Collected data

◇ ◇ ◇ ◇ ◇ ◇ ◇

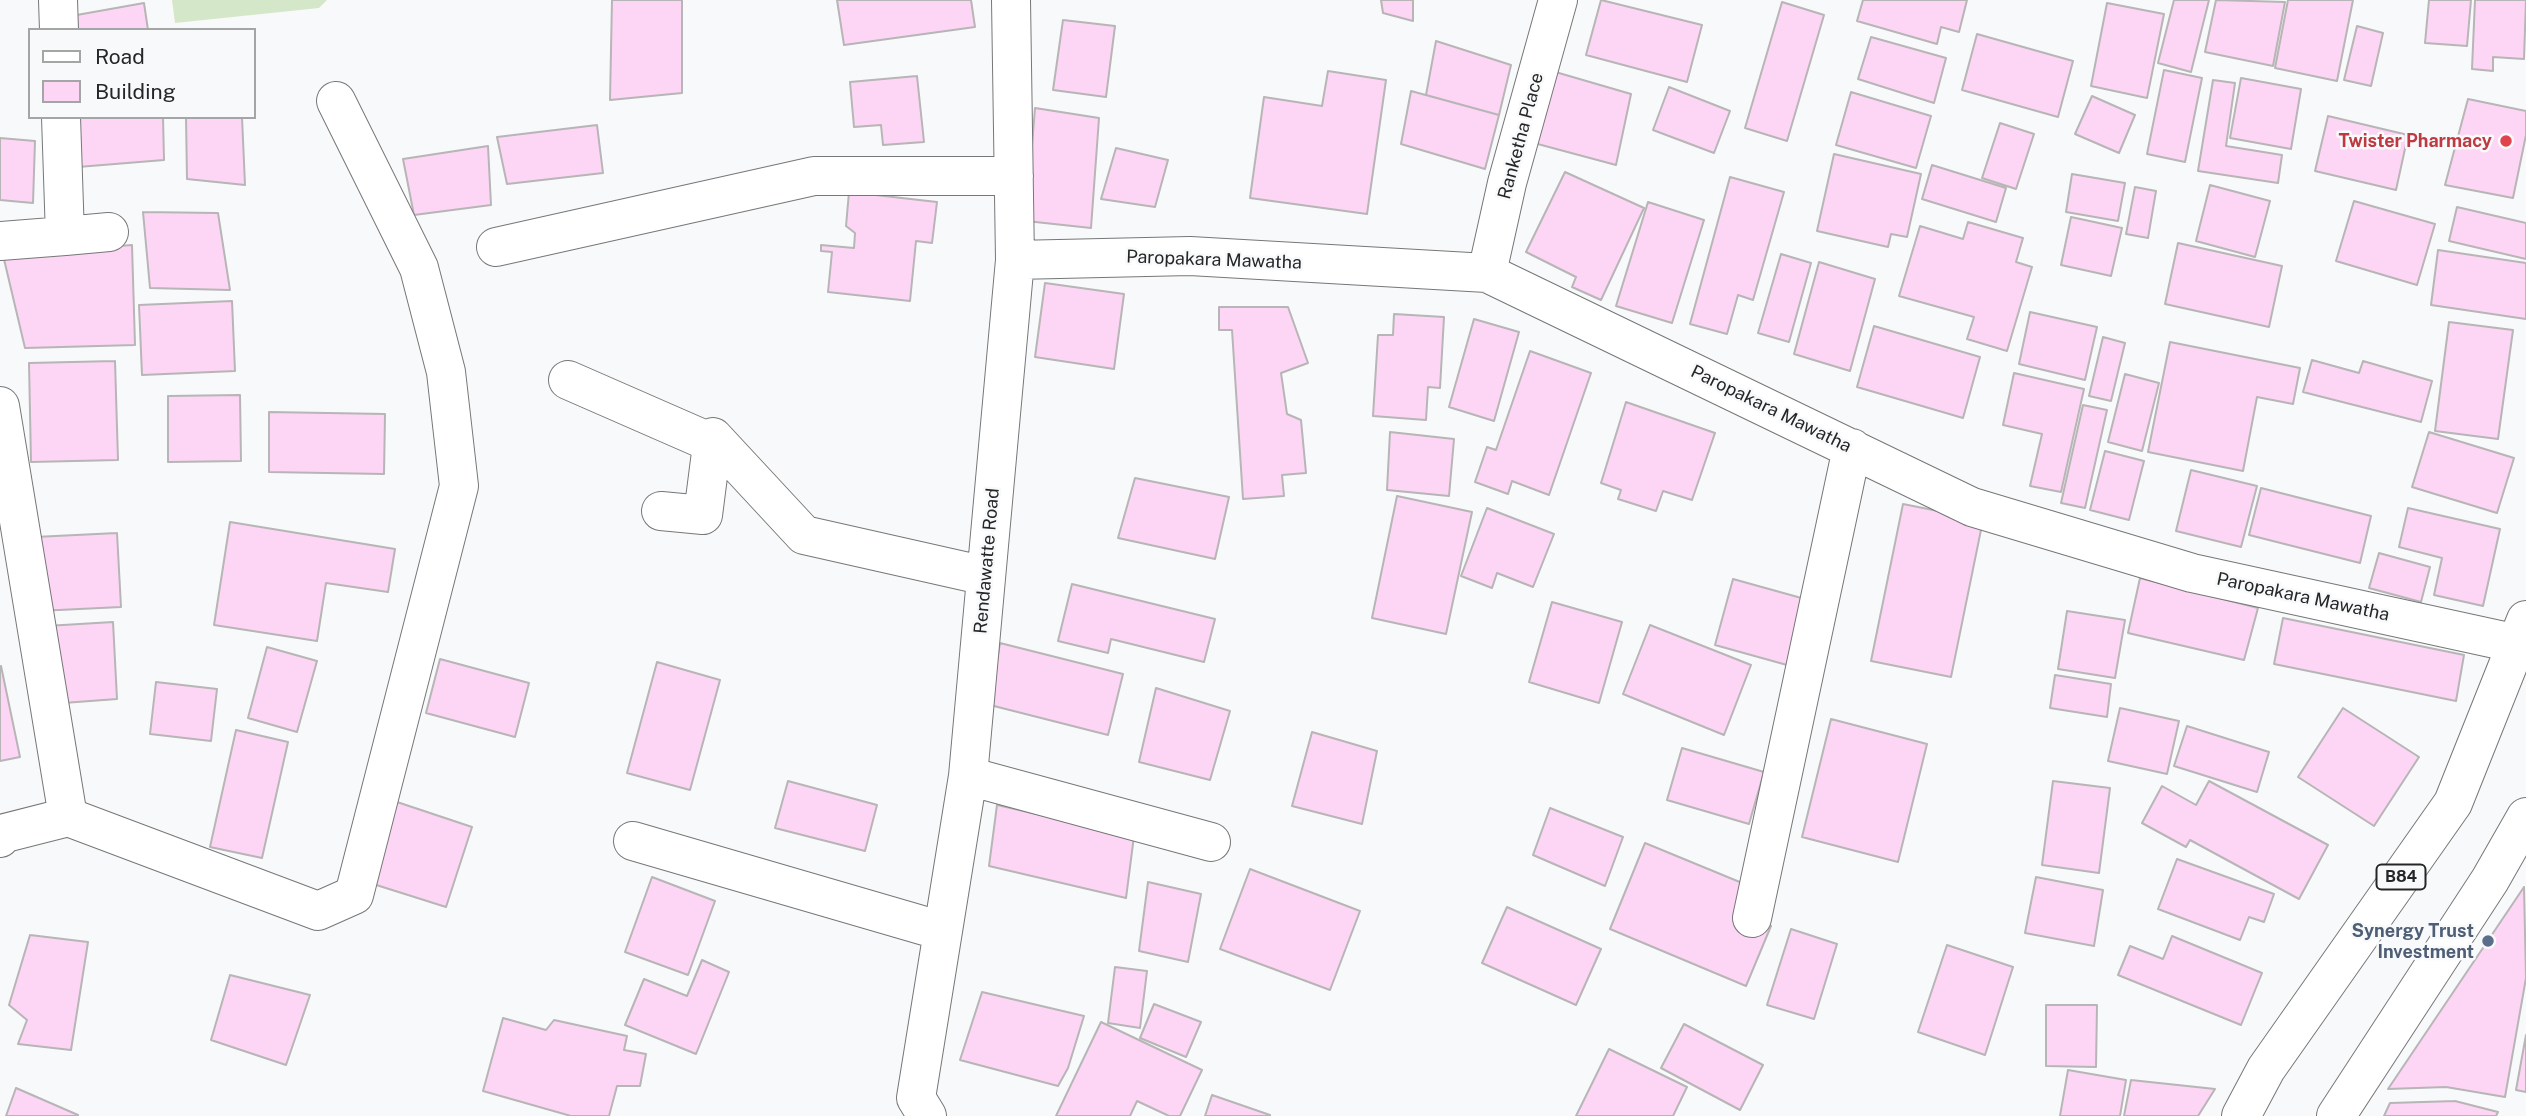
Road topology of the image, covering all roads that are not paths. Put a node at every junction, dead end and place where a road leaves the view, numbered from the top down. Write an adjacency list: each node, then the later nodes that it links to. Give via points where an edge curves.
1 (58, 0): 4 (street)
2 (1012, 0): 7 (street, Rendawatte Road)
3 (1558, 0): 13 (street, Ranketha Place)
4 (58, 28)
5 (337, 101): 22 (street, via 419,268 446,372 459,486 354,895 318,911)
6 (61, 119): 9 (street)
7 (1014, 176): 11 (street, via 814,176); 12 (street, Rendawatte Road)
8 (109, 232): 9 (street)
9 (65, 236): 10 (street)
10 (0, 242)
11 (496, 247)
12 (1015, 260): 13 (street, Paropakara Mawatha, via 1190,256); 19 (street, Rendawatte Road)
13 (1487, 273): 17 (street, Paropakara Mawatha)
14 (568, 380): 16 (street)
15 (0, 406): 22 (street)
16 (712, 443): 18 (street, via 703,515); 19 (street, via 713,437 804,535)
17 (1852, 449): 20 (street, Paropakara Mawatha, via 1972,507 2192,573); 27 (street)
18 (660, 511)
19 (986, 576): 21 (street, Rendawatte Road)
20 (2522, 632): 30 (street, B84, via 2453,803 2266,1069)
21 (968, 776): 26 (street); 28 (street, Rendawatte Road)
22 (68, 817): 24 (street, via 1,834)
23 (2524, 825): 31 (street)
24 (0, 838)
25 (633, 841): 28 (street)
26 (1211, 842)
27 (1752, 918)
28 (942, 931): 29 (street, Rendawatte Road, via 916,1098)
29 (927, 1116)
30 (2241, 1116)
31 (2336, 1116)

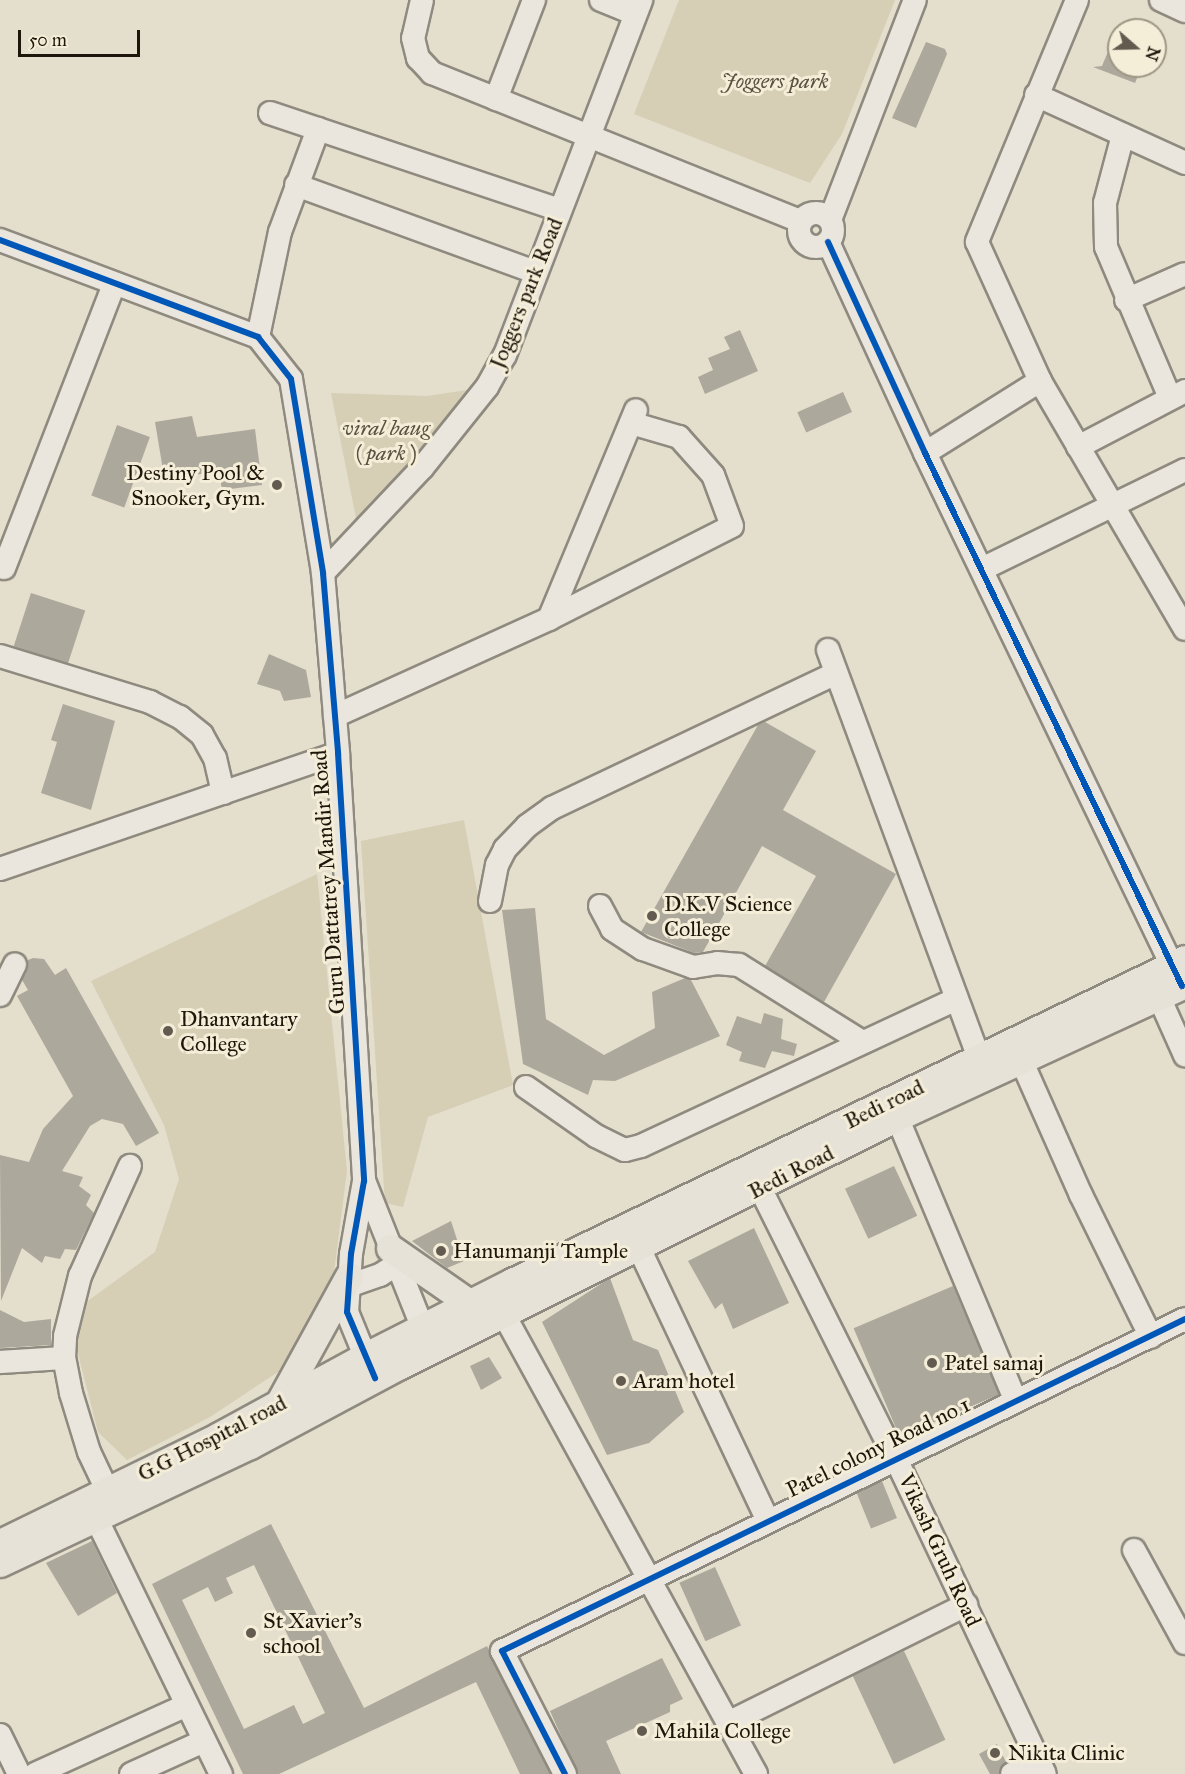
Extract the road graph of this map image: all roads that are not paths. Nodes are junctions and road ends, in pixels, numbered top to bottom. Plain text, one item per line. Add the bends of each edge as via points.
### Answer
1 (422, 0) edge
2 (534, 0) edge
3 (601, 0) edge
4 (915, 0) edge
5 (1077, 0) edge
6 (1161, 0) edge
7 (638, 7) edge
8 (1185, 10) edge
9 (1036, 95) junction
10 (496, 99) junction
11 (270, 113) dead end
12 (318, 129) junction
13 (1123, 135) junction
14 (590, 138) junction
15 (1185, 163) edge
16 (296, 185) junction
17 (560, 210) junction
18 (800, 221) junction
19 (829, 231) junction
20 (1, 242) edge
21 (535, 272) junction
22 (1185, 274) edge
23 (114, 284) junction
24 (1126, 300) junction
25 (258, 337) junction
26 (1040, 381) junction
27 (1177, 394) edge
28 (1078, 447) junction
29 (925, 453) junction
30 (1185, 470) edge
31 (1111, 505) junction
32 (4, 568) dead end
33 (982, 568) junction
34 (322, 573) junction
35 (549, 619) junction
36 (1185, 629) edge
37 (828, 650) dead end
38 (0, 656) edge
39 (836, 673) junction
40 (334, 716) junction
41 (338, 753) junction
42 (223, 793) junction
43 (0, 869) edge
44 (489, 901) dead end
45 (600, 906) dead end
46 (15, 964) dead end
47 (1177, 978) edge
48 (0, 995) edge
49 (956, 999) junction
50 (862, 1042) junction
51 (1185, 1055) edge
52 (979, 1058) junction
53 (1022, 1062) junction
54 (526, 1087) dead end
55 (897, 1117) junction
56 (130, 1166) dead end
57 (755, 1178) junction
58 (364, 1181) junction
59 (639, 1248) junction
60 (393, 1257) junction
61 (348, 1281) junction
62 (469, 1303) junction
63 (503, 1313) junction
64 (1185, 1319) edge
65 (1151, 1337) junction
66 (427, 1339) junction
67 (64, 1358) junction
68 (0, 1362) edge
69 (400, 1365) joint
70 (369, 1367) junction
71 (1016, 1401) junction
72 (277, 1406) junction
73 (896, 1459) junction
74 (106, 1490) junction
75 (96, 1518) junction
76 (768, 1521) junction
77 (0, 1543) edge
78 (1134, 1550) dead end
79 (0, 1563) edge
80 (651, 1578) junction
81 (966, 1605) junction
82 (1185, 1643) edge
83 (185, 1706) junction
84 (728, 1723) junction
85 (0, 1735) edge
86 (204, 1741) junction
87 (1042, 1767) edge
88 (19, 1774) edge
89 (35, 1774) edge
90 (131, 1774) edge
91 (221, 1774) edge
92 (565, 1774) edge
93 (756, 1774) edge
94 (1012, 1774) edge

1 - 10 street via 413,38 418,58 432,73
2 - 10 street
3 - 7 street
4 - 19 street
5 - 9 street
6 - 8 street
7 - 14 street, Joggers park Road
9 - 13 street
9 - 26 street via 977,242
10 - 14 street
11 - 12 street
12 - 16 street
12 - 17 street
13 - 15 street
13 - 24 street via 1103,220 1106,248
14 - 17 street, Joggers park Road
14 - 18 street
16 - 21 street
16 - 25 street via 269,276
17 - 21 street, Joggers park Road
18 - 19 street via 814,212
18 - 19 street via 800,237 807,245 818,247
19 - 29 street
20 - 23 street
21 - 34 street, Joggers park Road via 504,355 487,387 422,468
22 - 24 street
23 - 25 street
23 - 32 street
24 - 27 street
25 - 34 street, Guru Dattatrey Mandir Road via 291,379
26 - 28 street
26 - 29 street
27 - 28 street
28 - 31 street
29 - 33 street
30 - 31 street
31 - 33 street
31 - 36 street
33 - 47 street
34 - 40 street, Guru Dattatrey Mandir Road
35 - 35 street via 732,526 713,475 679,437 633,416
35 - 40 street
37 - 39 street
38 - 42 street via 150,702 180,717 202,735 215,758
39 - 44 street via 552,808 505,849
39 - 49 street
40 - 41 street, Guru Dattatrey Mandir Road
41 - 42 street
41 - 58 street, Guru Dattatrey Mandir Road
42 - 43 street
45 - 50 street via 612,929 643,949 693,967 739,965
46 - 48 street
47 - 51 street
47 - 52 main road, Bedi road
47 - 53 main road, Bedi Road
49 - 50 street
49 - 52 street
50 - 54 street via 625,1150 596,1136
52 - 57 main road, Bedi road
53 - 55 main road, Bedi Road
53 - 65 street via 1081,1195
55 - 57 main road, Bedi Road
55 - 71 street
56 - 67 street via 80,1276 65,1336
57 - 59 main road, Bedi Road
57 - 62 main road, Bedi road
57 - 73 street, Vikash Gruh Road
58 - 60 street, Guru Dattatrey Mandir Road
58 - 61 street, Guru Dattatrey Mandir Road
59 - 63 main road, Bedi Road
59 - 76 street
60 - 61 street via 380,1275
60 - 62 main road
60 - 66 street, Guru Dattatrey Mandir Road
61 - 70 street, Guru Dattatrey Mandir Road via 347,1312
61 - 72 main road
62 - 66 main road, Bedi road
63 - 66 main road, Bedi Road
63 - 80 street
64 - 65 street, Patel colony Road no 1
65 - 71 street, Patel colony Road no 1
66 - 69 main road, Bedi Road
66 - 70 main road, G.G Hospital road
67 - 68 street
67 - 74 street via 80,1426
69 - 70 main road, G.G Hospital road
70 - 72 main road, G.G Hospital road
70 - 75 main road, G.G Hospital road via 250,1445
71 - 73 street, Patel colony Road no 1
72 - 74 main road, G.G Hospital road
73 - 76 street, Patel colony Road no 1
73 - 81 street, Vikash Gruh Road
74 - 77 main road, G.G Hospital road
75 - 79 main road, G.G Hospital road
75 - 83 street
76 - 80 street, Patel colony Road no 1
78 - 82 street
80 - 84 street
80 - 92 street, Patel colony Road no 1 via 502,1651
81 - 84 street
81 - 87 street, Vikash Gruh Road
83 - 86 street
83 - 89 street
84 - 93 street
85 - 88 street
86 - 90 street
86 - 91 street
87 - 94 street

◇ ◇ ◇ ◇ ◇ ◇ ◇

- PROBLEM TO SOLVE: Tell how many lines of the records above hold "park", giving the number and nothing else.

- EXERCISE SOLUTION: 4